Last month baseball lost one of the greatest pitchers of all time in Roy Halladay who passed away in a plane crash. There were many tributes to him, but one thing expressed over and over again was his work ethic. He would always be the first person at the ballpark to work out. He learned how to develop good habits, such as discipline and hard work. Habits such as these made him into a sure bet Hall of Famer.
We hear a lot of talk about keeping kids away from bad habits. Bad habits lead to bad behavior, which ultimately brings a difficult and painful life. That’s not what we want for our children. We want to develop in them the opposite. People often ask me about developing positive habits. How do you do it? How do you guide children as a parent? In order to do it, I go back to my coaching experience. Here’s how to develop good habits in your children.
I think you can develop habits in players or in children either positively or negatively. When I’m coaching the defensive line for the Tampa Bay Buccaneers it’s easy to say, Don’t be offside! But a better way to say it might be, Watch the ball and try to get a jump on it. As soon as that ball moves that’s when you move. I’m saying the same thing but in a positive instead of a negative way.

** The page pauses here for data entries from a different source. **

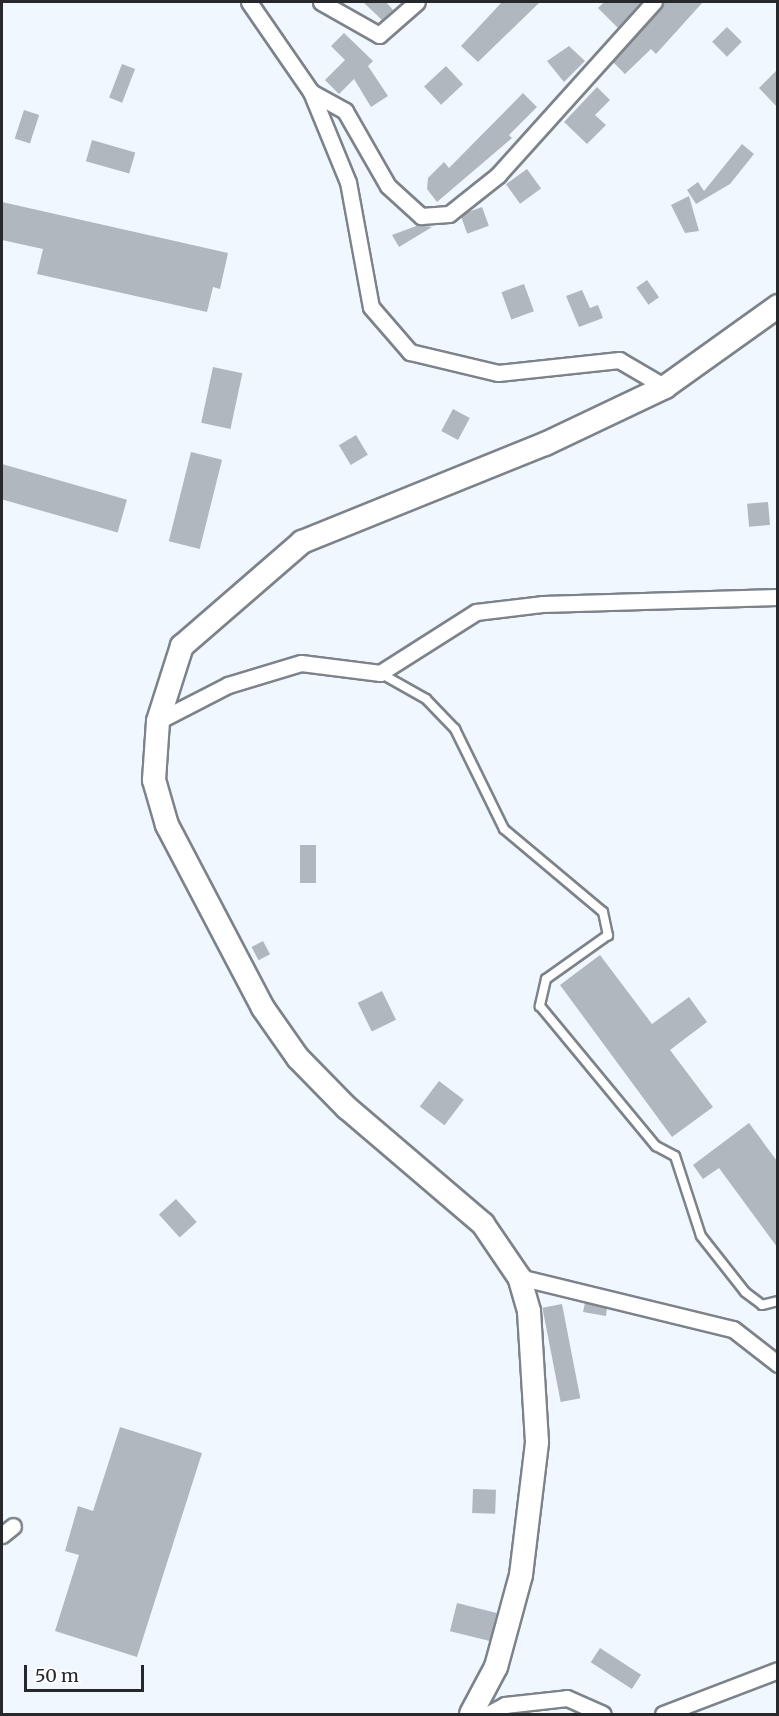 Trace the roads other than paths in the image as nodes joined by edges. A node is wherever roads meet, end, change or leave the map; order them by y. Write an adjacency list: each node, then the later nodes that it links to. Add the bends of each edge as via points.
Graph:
1 (249, 2): 5 (street)
2 (321, 2): 3 (street, via 379,35)
3 (417, 2)
4 (654, 2): 5 (street, via 498,176 449,214 421,216 388,186 345,111)
5 (311, 92): 7 (street, via 348,182 371,307 410,352 498,373 619,360)
6 (777, 306): 7 (street)
7 (665, 387): 10 (street, via 545,444 302,542 183,646)
8 (777, 597): 9 (street, via 542,604 476,612)
9 (380, 673): 10 (street, via 301,663 228,685); 12 (lane, via 426,699 455,729 504,830 603,912 608,935 546,979 540,1006 656,1146 675,1156 701,1236 745,1292 762,1305)
10 (158, 721): 11 (street, via 154,780 167,825 263,1008 298,1058 347,1108 483,1224)
11 (519, 1277): 13 (street, via 732,1329); 15 (street, via 529,1311 537,1442 516,1603 496,1667)
12 (777, 1301)
13 (777, 1364)
14 (777, 1670): 18 (street)
15 (471, 1714)
16 (488, 1714): 17 (street, via 505,1705 567,1698)
17 (603, 1714)
18 (663, 1714)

I think we need to do the same with our kids. Rather than say, Don’t be disrespectful, instruct them to use their manners and be respectful. Stressing and building the positive habits by telling them what to do rather than what not to do is a better way. Sometimes, of course, there is going to have to be a negative, but I have found that talking about the behavior that I want to see is much better than talking about the behavior I don’t want to see.